Diplodia Tip Blight

Blight
Sphaeropsis sapinea
  (Diplodia pinea)   (fungus)

 Found on Austrian, ponderosa, and Scots pines most susceptible. Other pines less susceptible. Other conifers: deodar cedar, fir, eastern larch, hoop pine (Araucaria cunninghamii); Colorado blue, Norway, and white spruce and worldwide. Most severe on trees out of range.

 Contributing to infections are drought, soil compaction, root damage, excess shade or heat, urban heat reflection (disease rare in normal forest conditions), Favorable temperature 82∞ F.

 Exudation of resin drop from growing tip. Buds stunted during needle elongation; needles yellow-green to straw color. Tissues in elongating lesions water soaked, dark red-brown, exuding resin. Resin hardens, making tips hard and brittle. Repeated annual infections deform crown. In severe cases pycnidia evident beneath bark scales as black pads with gray mycelium. In second year of development, infected cone scales are covered with black pycnidia.
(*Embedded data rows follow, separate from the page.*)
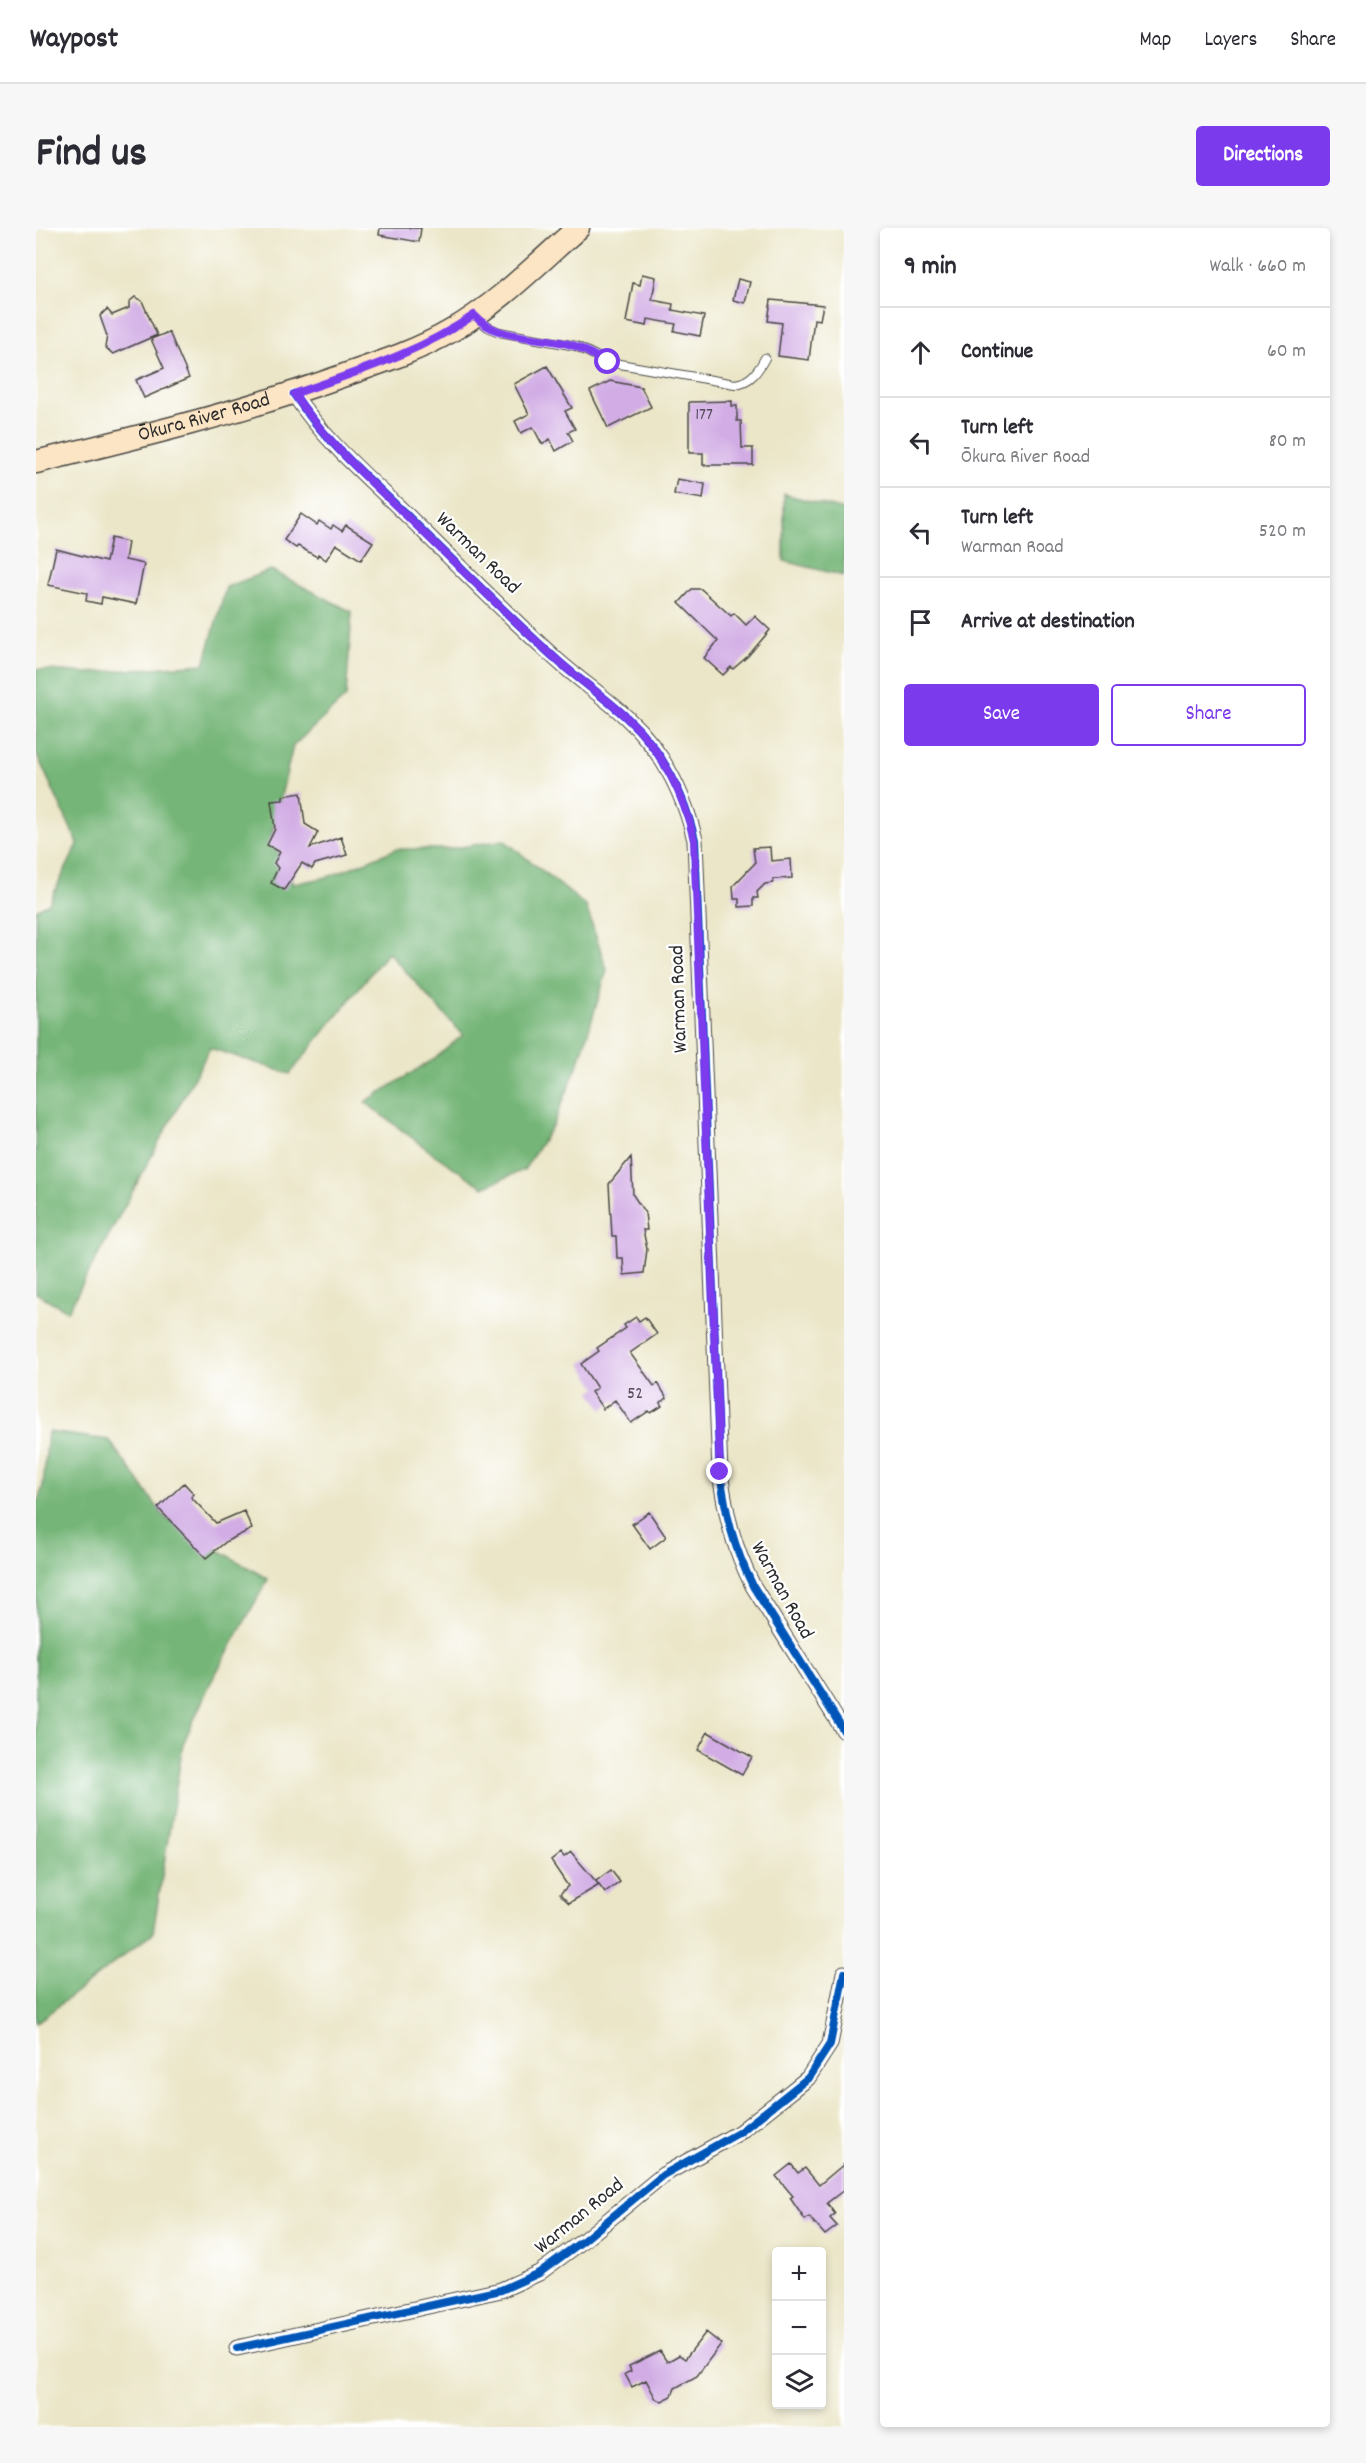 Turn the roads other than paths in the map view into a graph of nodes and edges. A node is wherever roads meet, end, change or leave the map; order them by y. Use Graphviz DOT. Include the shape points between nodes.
graph roads {
  1 [pos="578,228"];
  2 [pos="474,315"];
  3 [pos="765,358"];
  4 [pos="294,394"];
  5 [pos="36,462"];
  6 [pos="844,1731"];
  7 [pos="844,1973"];
  8 [pos="237,2348"];
  1 -- 2 [label="street, Ōkura River Road"];
  2 -- 3 [label="lane" via="500,332 576,346 608,362 735,384 754,375"];
  2 -- 4 [label="street, Ōkura River Road" via="410,351"];
  4 -- 5 [label="street, Ōkura River Road"];
  4 -- 6 [label="street, Warman Road" via="336,446 397,506 557,661 643,734 681,795 694,840 720,1472 726,1518 753,1586"];
  7 -- 8 [label="street, Warman Road" via="830,2044 808,2078 740,2132 663,2175 539,2273 501,2290"];
}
 Dark brown conidia, appearing as brown specks at tips of pycnidia under needle sheaths, are splashed around by rains from early spring to late fall and enter directly into needle and bud tissues to create new infections. Lesions around infection sites grow rapidly into twigs below the needles for about 3 weeks in the spring when the buds elongate. Resin exudes from lesions, buds, or elongating twigs and needles die. Resin oozes around the affected area. Wounding by spittlebug or nodule moth creates sites for spores and development of larger resinous cankers on stems or larger branches, resulting in severe damage. Cones invaded by spores when buds develop pycnidia, and conidia the second year, are responsible for copious spore showers.